- Instructions for the task
From the entries that follow, pick out all lines holding "name".
********
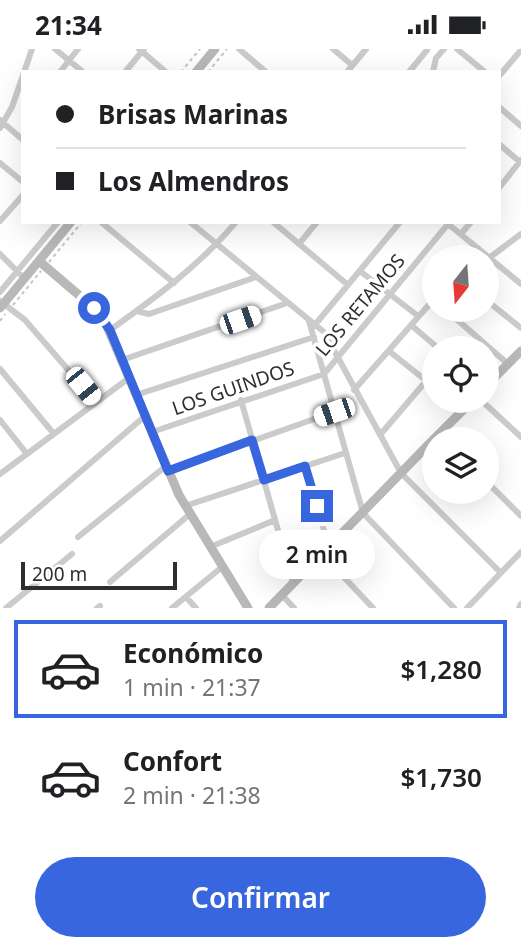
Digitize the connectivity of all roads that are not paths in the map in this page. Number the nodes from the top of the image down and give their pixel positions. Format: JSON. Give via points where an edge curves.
{"nodes":[{"id":1,"x":32,"y":49,"type":"edge"},
{"id":2,"x":55,"y":49,"type":"edge"},
{"id":3,"x":78,"y":49,"type":"edge"},
{"id":4,"x":215,"y":49,"type":"edge"},
{"id":5,"x":239,"y":49,"type":"edge"},
{"id":6,"x":332,"y":49,"type":"edge"},
{"id":7,"x":366,"y":49,"type":"edge"},
{"id":8,"x":444,"y":49,"type":"edge"},
{"id":9,"x":457,"y":49,"type":"edge"},
{"id":10,"x":142,"y":50,"type":"edge"},
{"id":11,"x":426,"y":50,"type":"edge"},
{"id":12,"x":521,"y":50,"type":"edge"},
{"id":13,"x":436,"y":58,"type":"junction"},
{"id":14,"x":69,"y":60,"type":"junction"},
{"id":15,"x":352,"y":65,"type":"junction"},
{"id":16,"x":26,"y":70,"type":"edge"},
{"id":17,"x":62,"y":70,"type":"edge"},
{"id":18,"x":81,"y":70,"type":"edge"},
{"id":19,"x":127,"y":70,"type":"edge"},
{"id":20,"x":164,"y":70,"type":"edge"},
{"id":21,"x":198,"y":70,"type":"edge"},
{"id":22,"x":264,"y":70,"type":"edge"},
{"id":23,"x":348,"y":70,"type":"edge"},
{"id":24,"x":411,"y":70,"type":"edge"},
{"id":25,"x":433,"y":70,"type":"edge"},
{"id":26,"x":483,"y":70,"type":"edge"},
{"id":27,"x":501,"y":74,"type":"edge"},
{"id":28,"x":20,"y":91,"type":"edge"},
{"id":29,"x":501,"y":109,"type":"edge"},
{"id":30,"x":1,"y":124,"type":"edge"},
{"id":31,"x":521,"y":126,"type":"edge"},
{"id":32,"x":21,"y":139,"type":"edge"},
{"id":33,"x":501,"y":146,"type":"edge"},
{"id":34,"x":520,"y":161,"type":"edge"},
{"id":35,"x":0,"y":163,"type":"edge"},
{"id":36,"x":21,"y":180,"type":"edge"},
{"id":37,"x":501,"y":185,"type":"edge"},
{"id":38,"x":21,"y":197,"type":"edge"},
{"id":39,"x":0,"y":221,"type":"edge"},
{"id":40,"x":56,"y":224,"type":"edge"},
{"id":41,"x":69,"y":224,"type":"edge"},
{"id":42,"x":103,"y":224,"type":"edge"},
{"id":43,"x":192,"y":224,"type":"edge"},
{"id":44,"x":234,"y":224,"type":"edge"},
{"id":45,"x":275,"y":224,"type":"edge"},
{"id":46,"x":315,"y":224,"type":"edge"},
{"id":47,"x":398,"y":224,"type":"edge"},
{"id":48,"x":447,"y":224,"type":"edge"},
{"id":49,"x":449,"y":224,"type":"edge"},
{"id":50,"x":469,"y":224,"type":"edge"},
{"id":51,"x":461,"y":234,"type":"junction"},
{"id":52,"x":521,"y":234,"type":"edge"},
{"id":53,"x":299,"y":244,"type":"junction"},
{"id":54,"x":217,"y":245,"type":"junction"},
{"id":55,"x":474,"y":245,"type":"edge"},
{"id":56,"x":499,"y":250,"type":"edge"},
{"id":57,"x":0,"y":254,"type":"edge"},
{"id":58,"x":38,"y":261,"type":"junction"},
{"id":59,"x":499,"y":266,"type":"edge"},
{"id":60,"x":17,"y":271,"type":"junction"},
{"id":61,"x":360,"y":271,"type":"junction"},
{"id":62,"x":256,"y":277,"type":"junction"},
{"id":63,"x":24,"y":278,"type":"junction"},
{"id":64,"x":174,"y":283,"type":"junction"},
{"id":65,"x":521,"y":284,"type":"edge"},
{"id":66,"x":348,"y":285,"type":"junction"},
{"id":67,"x":0,"y":292,"type":"edge"},
{"id":68,"x":390,"y":294,"type":"junction"},
{"id":69,"x":287,"y":303,"type":"junction"},
{"id":70,"x":1,"y":304,"type":"edge"},
{"id":71,"x":499,"y":310,"type":"edge"},
{"id":72,"x":136,"y":311,"type":"junction"},
{"id":73,"x":422,"y":312,"type":"edge"},
{"id":74,"x":418,"y":317,"type":"junction"},
{"id":75,"x":461,"y":322,"type":"edge"},
{"id":76,"x":411,"y":325,"type":"junction"},
{"id":77,"x":313,"y":328,"type":"junction"},
{"id":78,"x":521,"y":328,"type":"edge"},
{"id":79,"x":110,"y":330,"type":"junction"},
{"id":80,"x":424,"y":336,"type":"edge"},
{"id":81,"x":389,"y":351,"type":"junction"},
{"id":82,"x":521,"y":351,"type":"edge"},
{"id":83,"x":336,"y":358,"type":"junction"},
{"id":84,"x":122,"y":360,"type":"junction"},
{"id":85,"x":510,"y":362,"type":"junction"},
{"id":86,"x":521,"y":367,"type":"edge"},
{"id":87,"x":0,"y":369,"type":"edge"},
{"id":88,"x":499,"y":373,"type":"edge"},
{"id":89,"x":324,"y":374,"type":"junction"},
{"id":90,"x":130,"y":378,"type":"junction"},
{"id":91,"x":422,"y":378,"type":"edge"},
{"id":92,"x":422,"y":386,"type":"edge"},
{"id":93,"x":354,"y":390,"type":"junction"},
{"id":94,"x":136,"y":394,"type":"junction"},
{"id":95,"x":241,"y":400,"type":"junction"},
{"id":96,"x":96,"y":402,"type":"junction"},
{"id":97,"x":334,"y":412,"type":"junction"},
{"id":98,"x":461,"y":413,"type":"edge"},
{"id":99,"x":495,"y":413,"type":"edge"},
{"id":100,"x":145,"y":416,"type":"junction"},
{"id":101,"x":0,"y":420,"type":"edge"},
{"id":102,"x":448,"y":427,"type":"edge"},
{"id":103,"x":152,"y":432,"type":"junction"},
{"id":104,"x":54,"y":434,"type":"junction"},
{"id":105,"x":380,"y":435,"type":"junction"},
{"id":106,"x":521,"y":437,"type":"edge"},
{"id":107,"x":252,"y":440,"type":"junction"},
{"id":108,"x":345,"y":453,"type":"junction"},
{"id":109,"x":422,"y":453,"type":"edge"},
{"id":110,"x":27,"y":454,"type":"junction"},
{"id":111,"x":305,"y":466,"type":"junction"},
{"id":112,"x":167,"y":468,"type":"junction"},
{"id":113,"x":401,"y":473,"type":"junction"},
{"id":114,"x":0,"y":474,"type":"edge"},
{"id":115,"x":264,"y":480,"type":"junction"},
{"id":116,"x":499,"y":494,"type":"edge"},
{"id":117,"x":187,"y":510,"type":"junction"},
{"id":118,"x":363,"y":513,"type":"junction"},
{"id":119,"x":521,"y":516,"type":"edge"},
{"id":120,"x":275,"y":520,"type":"junction"},
{"id":121,"x":78,"y":537,"type":"dead end"},
{"id":122,"x":0,"y":541,"type":"edge"},
{"id":123,"x":210,"y":547,"type":"junction"},
{"id":124,"x":325,"y":551,"type":"junction"},
{"id":125,"x":521,"y":552,"type":"edge"},
{"id":126,"x":72,"y":554,"type":"dead end"},
{"id":127,"x":222,"y":566,"type":"junction"},
{"id":128,"x":501,"y":573,"type":"junction"},
{"id":129,"x":110,"y":582,"type":"dead end"},
{"id":130,"x":293,"y":583,"type":"junction"},
{"id":131,"x":282,"y":595,"type":"junction"},
{"id":132,"x":186,"y":597,"type":"junction"},
{"id":133,"x":6,"y":608,"type":"edge"},
{"id":134,"x":172,"y":608,"type":"edge"},
{"id":135,"x":196,"y":608,"type":"edge"},
{"id":136,"x":248,"y":608,"type":"edge"},
{"id":137,"x":269,"y":608,"type":"edge"},
{"id":138,"x":294,"y":608,"type":"edge"},
{"id":139,"x":373,"y":608,"type":"edge"},
{"id":140,"x":454,"y":608,"type":"edge"},
{"id":141,"x":469,"y":608,"type":"edge"}],
"edges":[{"from":1,"to":16,"type":"street"},
{"from":2,"to":14,"type":"street"},
{"from":3,"to":14,"type":"street"},
{"from":4,"to":21,"type":"street"},
{"from":5,"to":22,"type":"street"},
{"from":6,"to":15,"type":"street"},
{"from":7,"to":15,"type":"street"},
{"from":8,"to":13,"type":"street"},
{"from":9,"to":26,"type":"street"},
{"from":10,"to":19,"type":"street"},
{"from":10,"to":20,"type":"street"},
{"from":11,"to":13,"type":"street"},
{"from":11,"to":24,"type":"street"},
{"from":12,"to":27,"type":"street"},
{"from":13,"to":25,"type":"street"},
{"from":14,"to":17,"type":"street"},
{"from":14,"to":18,"type":"street"},
{"from":15,"to":23,"type":"street"},
{"from":28,"to":30,"type":"street"},
{"from":29,"to":31,"type":"street"},
{"from":30,"to":32,"type":"street"},
{"from":33,"to":34,"type":"street"},
{"from":34,"to":37,"type":"street"},
{"from":35,"to":36,"type":"street"},
{"from":38,"to":39,"type":"street"},
{"from":40,"to":60,"type":"street"},
{"from":41,"to":58,"type":"street"},
{"from":42,"to":64,"type":"street"},
{"from":43,"to":54,"type":"street"},
{"from":44,"to":54,"type":"street"},
{"from":45,"to":53,"type":"street"},
{"from":46,"to":53,"type":"street"},
{"from":47,"to":61,"type":"street"},
{"from":48,"to":68,"type":"street","name":"LOS RETAMOS"},
{"from":49,"to":51,"type":"street"},
{"from":50,"to":51,"type":"street"},
{"from":51,"to":55,"type":"street"},
{"from":52,"to":56,"type":"street"},
{"from":53,"to":66,"type":"street"},
{"from":54,"to":62,"type":"street"},
{"from":54,"to":64,"type":"street"},
{"from":57,"to":60,"type":"street"},
{"from":58,"to":63,"type":"street"},
{"from":58,"to":79,"type":"street","via":[[94,308]]},
{"from":59,"to":65,"type":"street"},
{"from":60,"to":63,"type":"street"},
{"from":60,"to":67,"type":"street"},
{"from":61,"to":66,"type":"street"},
{"from":61,"to":68,"type":"street"},
{"from":62,"to":69,"type":"street"},
{"from":62,"to":72,"type":"street","via":[[149,314]]},
{"from":63,"to":70,"type":"street"},
{"from":64,"to":72,"type":"street"},
{"from":66,"to":77,"type":"street"},
{"from":68,"to":74,"type":"street"},
{"from":68,"to":83,"type":"street","name":"LOS RETAMOS"},
{"from":69,"to":77,"type":"street"},
{"from":69,"to":84,"type":"street"},
{"from":70,"to":96,"type":"street","via":[[25,320]]},
{"from":71,"to":78,"type":"street"},
{"from":72,"to":79,"type":"street"},
{"from":73,"to":74,"type":"street"},
{"from":74,"to":76,"type":"street"},
{"from":75,"to":85,"type":"street"},
{"from":76,"to":80,"type":"street"},
{"from":76,"to":81,"type":"street"},
{"from":77,"to":83,"type":"street","via":[[324,332]]},
{"from":77,"to":89,"type":"street"},
{"from":77,"to":94,"type":"street"},
{"from":79,"to":84,"type":"street"},
{"from":81,"to":91,"type":"street"},
{"from":81,"to":93,"type":"street"},
{"from":82,"to":85,"type":"street"},
{"from":83,"to":89,"type":"street","name":"LOS RETAMOS"},
{"from":83,"to":93,"type":"street"},
{"from":84,"to":90,"type":"street"},
{"from":85,"to":86,"type":"street"},
{"from":85,"to":88,"type":"street"},
{"from":87,"to":104,"type":"street"},
{"from":89,"to":95,"type":"street","name":"LOS GUINDOS"},
{"from":89,"to":97,"type":"street"},
{"from":90,"to":94,"type":"street"},
{"from":90,"to":96,"type":"street"},
{"from":92,"to":105,"type":"street"},
{"from":93,"to":105,"type":"street"},
{"from":94,"to":100,"type":"street"},
{"from":95,"to":103,"type":"street","name":"LOS GUINDOS"},
{"from":95,"to":107,"type":"street"},
{"from":96,"to":104,"type":"street"},
{"from":97,"to":107,"type":"street"},
{"from":97,"to":108,"type":"street"},
{"from":98,"to":102,"type":"street"},
{"from":99,"to":106,"type":"street"},
{"from":100,"to":103,"type":"street"},
{"from":100,"to":122,"type":"street"},
{"from":101,"to":110,"type":"street"},
{"from":103,"to":112,"type":"street"},
{"from":104,"to":110,"type":"street"},
{"from":105,"to":113,"type":"street"},
{"from":107,"to":112,"type":"street"},
{"from":107,"to":115,"type":"street"},
{"from":108,"to":111,"type":"street"},
{"from":108,"to":118,"type":"street"},
{"from":109,"to":113,"type":"street"},
{"from":110,"to":114,"type":"street"},
{"from":111,"to":115,"type":"street"},
{"from":111,"to":124,"type":"street"},
{"from":112,"to":117,"type":"street"},
{"from":112,"to":121,"type":"street"},
{"from":113,"to":118,"type":"street"},
{"from":113,"to":128,"type":"street"},
{"from":115,"to":117,"type":"street"},
{"from":115,"to":120,"type":"street"},
{"from":116,"to":119,"type":"street"},
{"from":117,"to":123,"type":"street"},
{"from":117,"to":129,"type":"street"},
{"from":118,"to":124,"type":"street"},
{"from":118,"to":140,"type":"street"},
{"from":120,"to":123,"type":"street"},
{"from":120,"to":130,"type":"street"},
{"from":123,"to":127,"type":"street"},
{"from":124,"to":130,"type":"street"},
{"from":124,"to":139,"type":"street"},
{"from":125,"to":128,"type":"street"},
{"from":126,"to":133,"type":"street"},
{"from":127,"to":132,"type":"street"},
{"from":127,"to":136,"type":"street"},
{"from":128,"to":141,"type":"street"},
{"from":130,"to":131,"type":"street"},
{"from":131,"to":137,"type":"street"},
{"from":131,"to":138,"type":"street"},
{"from":132,"to":134,"type":"street"},
{"from":132,"to":135,"type":"street"}]}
********
- Result
{"from":48,"to":68,"type":"street","name":"LOS RETAMOS"},
{"from":68,"to":83,"type":"street","name":"LOS RETAMOS"},
{"from":83,"to":89,"type":"street","name":"LOS RETAMOS"},
{"from":89,"to":95,"type":"street","name":"LOS GUINDOS"},
{"from":95,"to":103,"type":"street","name":"LOS GUINDOS"},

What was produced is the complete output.